Mourinho yesterday became the 13th coach in the Moratti era at Inter, signing a three-year contract with the Serie A champions to replace Roberto Mancini, who was sacked last week.
Unsurprisingly, many of Mourinho’s closest allies at Chelsea, including Didier Drogba and Lampard, have been placed at the top of the list of possible transfer targets, but Moratti admits the team which starts the defence of their title next season may look familiar.
“I have read lots of names but I have yet to speak with him (Mourinho) about the transfer market,” revealed Moratti. “I would like to change very little of this squad which has won so much.”
Mourinho will set out his plans today when he is presented to the media at Inter’s training facilities, filling the shoes of a man who provided so much joy to the success-starved Nerazzurri followers recently.
Whether the gamble pays off this time will be revealed by May 27 next year, when Mourinho’s Inter aim to leave the field triumphant at Rome’s Stadio Olimpico, having cracked the Champions League code at the 13th time of asking.
It is an expensive gamble with the 45-year-old reportedly earning €9m a year, not to mention the huge payout for his predecessor, who was contracted to the club until 2012.
Meanwhile, Chelsea are confident of a speedy resolution to talks with Lampard’s agent Steve Kutner after proposing to elevate the 29-year-old to their top wage bracket. Lampard, whose current €139,000 contract expires next summer, is set to be placed on a level terms with the club’s biggest earners, John Terry, Michael Ballack and Andriy Shevchenko.

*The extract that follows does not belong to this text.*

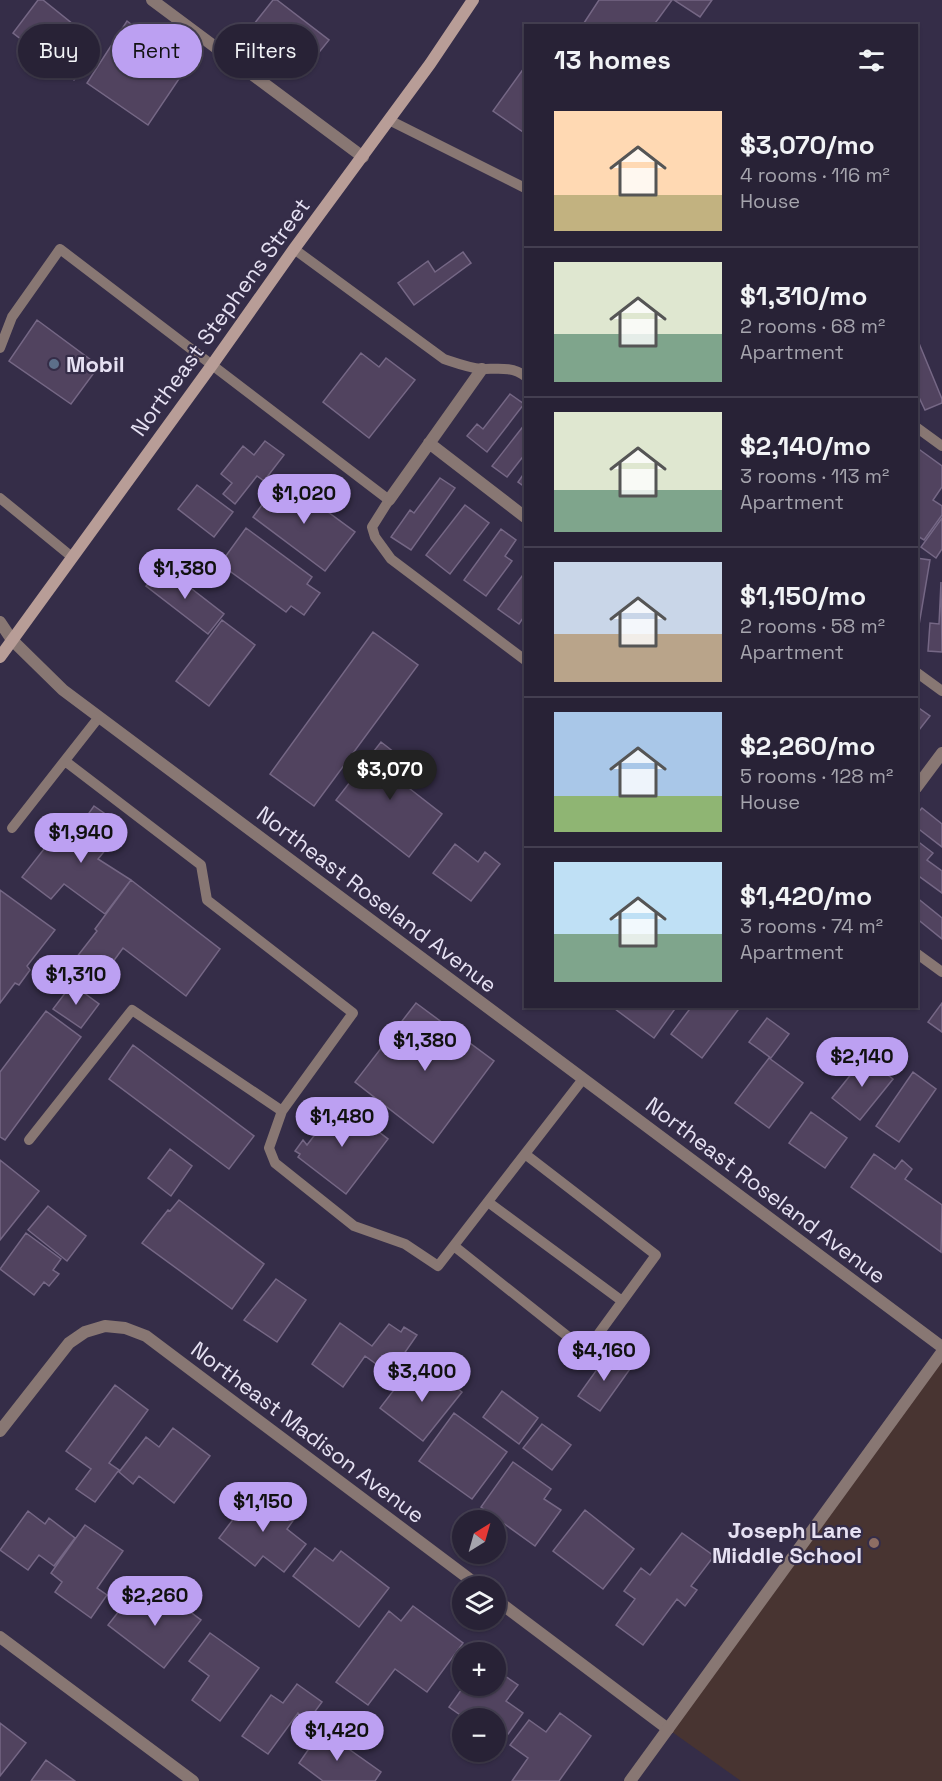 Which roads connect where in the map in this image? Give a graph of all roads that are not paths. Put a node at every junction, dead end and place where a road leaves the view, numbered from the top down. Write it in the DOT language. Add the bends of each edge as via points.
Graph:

The England international would command a relatively low transfer fee because of his contract situation and the London club’s position is made more vulnerable as Lampard can invoke Article 17 of FIFA’s transfer regulations and buy out the remaining 12 months of his contract. That would allow him leave on a free transfer, although the chances of him pursuing such a legally tortuous route remain slim.
But Lampard was touched by the support he received from within the club following the recent death of his mother, Pat, and his desire to play abroad has also cooled.
Meanwhile, Mark Hughes now looks certain to cross the great Manchester divide to become City’s next boss.
With owner Thaksin Shinawatra needing a quick appointment to appease the fans still irritated by his failure to keep faith with Sven-Goran Eriksson, whose departure was confirmed in a whirlwind couple of hours at Eastlands, the major question seems to be whether Hughes can work with the former Thailand Prime Minister.
Should the 44-year-old decide the answer is yes, the rest, finance and ambition, will be automatic after Blackburn allowed Hughes to speak with City.